§ ASSIGNMENT
The expected output is each line below containing "VEREDILLA", copied in full.

§ INPUT DATA
────────────────────────────────────────

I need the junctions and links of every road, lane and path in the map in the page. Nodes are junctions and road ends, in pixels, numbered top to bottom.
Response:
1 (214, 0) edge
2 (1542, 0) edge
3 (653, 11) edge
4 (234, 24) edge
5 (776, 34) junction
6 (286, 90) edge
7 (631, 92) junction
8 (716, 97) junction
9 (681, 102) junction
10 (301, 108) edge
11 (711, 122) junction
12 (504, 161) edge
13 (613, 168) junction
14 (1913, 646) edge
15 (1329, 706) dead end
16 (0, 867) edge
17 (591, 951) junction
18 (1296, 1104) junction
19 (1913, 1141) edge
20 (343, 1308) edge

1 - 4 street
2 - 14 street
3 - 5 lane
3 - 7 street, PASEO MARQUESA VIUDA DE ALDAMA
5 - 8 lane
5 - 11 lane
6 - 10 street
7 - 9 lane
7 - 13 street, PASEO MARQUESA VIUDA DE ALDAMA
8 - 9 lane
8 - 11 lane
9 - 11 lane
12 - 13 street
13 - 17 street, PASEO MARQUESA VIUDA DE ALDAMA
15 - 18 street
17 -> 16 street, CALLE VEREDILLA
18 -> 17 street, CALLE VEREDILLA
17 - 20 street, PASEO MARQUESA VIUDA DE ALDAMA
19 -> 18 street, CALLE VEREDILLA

────────────────────────────────────────

§ YOUR RESPONSE
17 -> 16 street, CALLE VEREDILLA
18 -> 17 street, CALLE VEREDILLA
19 -> 18 street, CALLE VEREDILLA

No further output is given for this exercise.